Jérimadeth a écrit:
Je ne veux inquiéter personne. Juste, je me sens piégé dans un monde condamné.
Et je voulais savoir comment vous faites vous pour continuer à vivre.
En ce qui me concerne, j'ai entendu parler d'effondrement il y a longtemps (7 ans ? 8 ans ?), alors que le sujet n'était pas encore devenu mainstream, et tous les choix de vie que j'ai fait depuis ont été orientés dans cette direction : se préparer à une situation future qui allait être beaucoup plus tendue, instable et potentiellement dangereuse que la situation actuelle (quelle que soit la forme précise que cette situation future puisse prendre). J'ai fait une croix sur ma carrière professionnelle, j'ai déménagé dans une petite ville avec de la campagne autour, j'ai fait mon possible pour devenir propriétaire d'une baraque costaude et d'un terrain...
Il reste encore beaucoup à accomplir, mais le simple fait d'avoir été actif et d'avoir pris les choses en main (à plus forte raison que ces actions commencent maintenant à porter leurs fruits) me rend beaucoup plus serein. Probablement pour la première fois dans ma vie, j'ai eu l'impression d'avoir fait quelque chose qui avait réellement du sens, et qui était en accord avec ce que je ressens au fond de moi.
Il est probable que si je vivais actuellement dans un petit appartement d'une grande métropole, je serais en train me ronger les ongles jusqu'au sang, en pleine dissonance cognitive, à sentir que tout part vau-l'eau mais sans savoir quoi faire. Avec l'impression d'être un prisonnier, tournant en rond dans sa cellule en attendant que la sentence soit prononcée.
J'ai été beaucoup aidé par le fait que, quasiment dès le départ, j'ai été bien entouré : j'ai rencontré un groupe de personnes qui partageaient ma vision des choses (et avec lesquelles j'avais des atomes crochus manifestes au delà des questions d'effondrement) et c'est ensemble qu'on a mené à bien toutes ces actions. Je n'ose pas parler de "communauté", parce que le terme est très connoté, mais je pense que c'est bien ce dont il s'agit en réalité.

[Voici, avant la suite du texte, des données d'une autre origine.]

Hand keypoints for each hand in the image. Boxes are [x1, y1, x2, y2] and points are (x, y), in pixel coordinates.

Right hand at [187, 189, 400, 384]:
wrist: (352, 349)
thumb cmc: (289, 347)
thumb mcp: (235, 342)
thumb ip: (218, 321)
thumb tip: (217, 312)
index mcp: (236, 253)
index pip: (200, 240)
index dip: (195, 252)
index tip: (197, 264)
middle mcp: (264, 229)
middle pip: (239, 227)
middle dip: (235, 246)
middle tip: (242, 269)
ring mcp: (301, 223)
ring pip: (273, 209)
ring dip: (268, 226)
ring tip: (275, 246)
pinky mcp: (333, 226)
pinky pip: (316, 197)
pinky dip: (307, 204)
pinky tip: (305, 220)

Tout seul, je n'aurais jamais eu la force de faire le quart de ce qui a été fait. Mes très proches (famille) n'ont jamais compris ces histoires-là.
Bref, c'est le seul conseil que je peux donner à quelqu'un qui se trouve dans ta situation : ne pas rester seul, mais trouver des gens avec qui échanger. Et ne pas rester inactif, mais au contraire essayer de faire des choses qui te semblent aller dans le bon sens. Quelles qu'elles puissent être : rejoindre un mouvement de militants de type Extinction Rebellion, devenir survivaliste, créer un écovillage... les possibilités sont vastes, et aucune n'est fondamentalement plus mauvaise qu'une autre.
Jérimadeth a écrit:
Il y a certes une autre frange plus pessimiste, type Adrastia. mais justement ça me fait marrer qu'un mec comme Mignerot qui passe son temps à parler d’honnêteté ne parle pas franchement. Le fond de sa pensée oscille entre retour à l'âge pierre et disparition simple de l'humanité (ce qui n'est pas forcément faux). Mais il faut le lire pas mal pour comprendre ça (et sa façon de traiter de vaine toute les tentatives/actions de mobilisations des gens est juste gerbante).
A la décharge de Vincent Mignerot (qui est probablement l'une des figures du mouvement collapso avec laquelle je me sens le plus en accord), il a essayé par le passé d'exprimer franchement et sans détour le fond de sa pensée... et ça ne lui a pas réussi : il s'est pris une shitstorm massive de la part de gens lui reprochant, comme tu le fais, d'être une voix de Cassandre se complaisant à détruire les espoirs des autres. Du coup, maintenant, il ne le fait plus, d'où peut-être cette impression de double-langage que tu ressens.
Mignerot rappelle juste ce que beaucoup de gens dans le milieu de la collapso ont tendance à oublier, plus ou moins volontairement, en se racontant des récits d'un effondrement qui serait l'occasion de se débarrasser du capitalisme et de construire un monde nouveau où les hommes et la nature vivraient en harmonie. Je trouve personnellement que c'est une piqûre de rappel salutaire : le but n'est pas de dire aux gens
« c'est impossible, vous êtes idiots de penser comme vous le faites, votre projet est naïf et n'aboutira jamais », mais plutôt
« ça va être p'têt plus compliqué que ce que vous pensez, regardez ce que disent les données scientifiques et l'histoire de l'Humanité ». Mais manifestement, c'est un discours qui n'est pas audible auprès de tout le monde.